## EXERCISE:
Scan the entries that follow and copy out every line containing "lane".

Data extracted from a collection
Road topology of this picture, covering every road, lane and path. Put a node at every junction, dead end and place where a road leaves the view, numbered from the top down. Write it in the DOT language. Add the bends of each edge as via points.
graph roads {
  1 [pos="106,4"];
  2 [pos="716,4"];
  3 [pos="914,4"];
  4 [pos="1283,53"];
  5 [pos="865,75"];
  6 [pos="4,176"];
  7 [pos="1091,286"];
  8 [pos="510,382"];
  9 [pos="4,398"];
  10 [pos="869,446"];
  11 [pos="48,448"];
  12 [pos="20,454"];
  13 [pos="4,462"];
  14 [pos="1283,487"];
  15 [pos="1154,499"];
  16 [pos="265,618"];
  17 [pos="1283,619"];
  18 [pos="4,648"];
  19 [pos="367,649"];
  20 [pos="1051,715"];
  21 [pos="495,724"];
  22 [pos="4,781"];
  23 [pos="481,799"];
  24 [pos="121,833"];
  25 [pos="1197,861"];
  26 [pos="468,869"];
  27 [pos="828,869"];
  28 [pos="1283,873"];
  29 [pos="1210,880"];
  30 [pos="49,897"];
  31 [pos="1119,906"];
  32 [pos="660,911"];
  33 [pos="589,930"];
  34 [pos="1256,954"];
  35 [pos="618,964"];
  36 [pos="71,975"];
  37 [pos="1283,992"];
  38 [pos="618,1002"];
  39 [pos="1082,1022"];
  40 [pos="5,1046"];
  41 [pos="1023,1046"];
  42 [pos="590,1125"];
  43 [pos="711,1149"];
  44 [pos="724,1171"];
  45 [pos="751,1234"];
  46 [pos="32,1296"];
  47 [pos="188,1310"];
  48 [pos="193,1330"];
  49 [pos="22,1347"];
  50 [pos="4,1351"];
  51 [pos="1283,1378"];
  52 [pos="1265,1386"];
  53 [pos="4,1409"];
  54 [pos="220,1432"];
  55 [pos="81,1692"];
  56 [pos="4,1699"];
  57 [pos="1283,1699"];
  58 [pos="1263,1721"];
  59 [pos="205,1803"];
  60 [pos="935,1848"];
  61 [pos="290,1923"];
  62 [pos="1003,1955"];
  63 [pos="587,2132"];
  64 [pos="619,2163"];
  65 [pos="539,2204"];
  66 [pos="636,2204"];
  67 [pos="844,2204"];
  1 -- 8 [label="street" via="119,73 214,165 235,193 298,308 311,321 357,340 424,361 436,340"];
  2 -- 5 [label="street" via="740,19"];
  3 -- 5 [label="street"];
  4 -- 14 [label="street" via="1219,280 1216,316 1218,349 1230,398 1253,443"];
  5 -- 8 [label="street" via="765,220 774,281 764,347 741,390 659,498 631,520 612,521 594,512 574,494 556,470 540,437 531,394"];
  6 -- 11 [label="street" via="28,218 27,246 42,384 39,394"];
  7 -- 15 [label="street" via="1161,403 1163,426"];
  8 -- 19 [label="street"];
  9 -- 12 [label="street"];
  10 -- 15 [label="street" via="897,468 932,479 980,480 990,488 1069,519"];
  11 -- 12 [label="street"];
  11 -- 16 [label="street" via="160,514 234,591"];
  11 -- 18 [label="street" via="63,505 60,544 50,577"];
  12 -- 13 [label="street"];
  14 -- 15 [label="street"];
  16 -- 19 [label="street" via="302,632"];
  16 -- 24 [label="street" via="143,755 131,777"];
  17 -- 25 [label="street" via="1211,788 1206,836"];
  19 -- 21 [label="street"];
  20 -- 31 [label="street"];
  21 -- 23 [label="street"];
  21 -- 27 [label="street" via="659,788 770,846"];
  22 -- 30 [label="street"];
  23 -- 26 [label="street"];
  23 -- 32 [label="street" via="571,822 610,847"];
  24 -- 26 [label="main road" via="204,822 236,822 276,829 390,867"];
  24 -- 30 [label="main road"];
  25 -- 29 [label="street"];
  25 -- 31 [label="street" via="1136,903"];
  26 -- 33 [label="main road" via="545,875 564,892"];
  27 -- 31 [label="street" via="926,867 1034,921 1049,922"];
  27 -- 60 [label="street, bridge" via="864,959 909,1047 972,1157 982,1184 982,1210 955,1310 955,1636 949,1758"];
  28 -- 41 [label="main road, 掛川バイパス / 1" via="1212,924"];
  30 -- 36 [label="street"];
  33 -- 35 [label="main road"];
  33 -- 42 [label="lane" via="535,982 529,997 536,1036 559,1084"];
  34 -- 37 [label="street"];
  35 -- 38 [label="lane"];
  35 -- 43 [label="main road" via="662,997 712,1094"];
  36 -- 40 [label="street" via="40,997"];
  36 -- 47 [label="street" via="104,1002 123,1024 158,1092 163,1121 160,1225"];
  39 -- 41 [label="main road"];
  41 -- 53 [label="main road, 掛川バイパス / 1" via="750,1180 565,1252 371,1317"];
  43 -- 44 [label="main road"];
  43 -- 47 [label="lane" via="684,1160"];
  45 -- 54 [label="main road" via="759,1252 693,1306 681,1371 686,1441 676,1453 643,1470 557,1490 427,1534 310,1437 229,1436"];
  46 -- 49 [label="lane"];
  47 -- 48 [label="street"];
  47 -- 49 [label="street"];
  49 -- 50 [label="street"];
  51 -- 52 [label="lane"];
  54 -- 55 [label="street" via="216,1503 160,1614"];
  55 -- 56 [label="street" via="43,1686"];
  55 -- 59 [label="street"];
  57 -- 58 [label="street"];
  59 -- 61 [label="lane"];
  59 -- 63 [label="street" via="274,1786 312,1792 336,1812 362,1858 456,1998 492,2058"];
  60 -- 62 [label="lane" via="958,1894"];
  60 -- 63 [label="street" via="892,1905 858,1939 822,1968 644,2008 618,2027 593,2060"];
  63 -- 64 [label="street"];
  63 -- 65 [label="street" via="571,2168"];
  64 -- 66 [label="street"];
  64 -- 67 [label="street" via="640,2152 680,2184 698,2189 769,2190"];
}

## ANSWER AREA:
Road topology of this picture, covering every road, lane and path. Put a node at every junction, dead end and place where a road leaves the view, numbered from the top down. Write it in the DOT language. Add the bends of each edge as via points.
  33 -- 42 [label="lane" via="535,982 529,997 536,1036 559,1084"];
  35 -- 38 [label="lane"];
  43 -- 47 [label="lane" via="684,1160"];
  46 -- 49 [label="lane"];
  51 -- 52 [label="lane"];
  59 -- 61 [label="lane"];
  60 -- 62 [label="lane" via="958,1894"];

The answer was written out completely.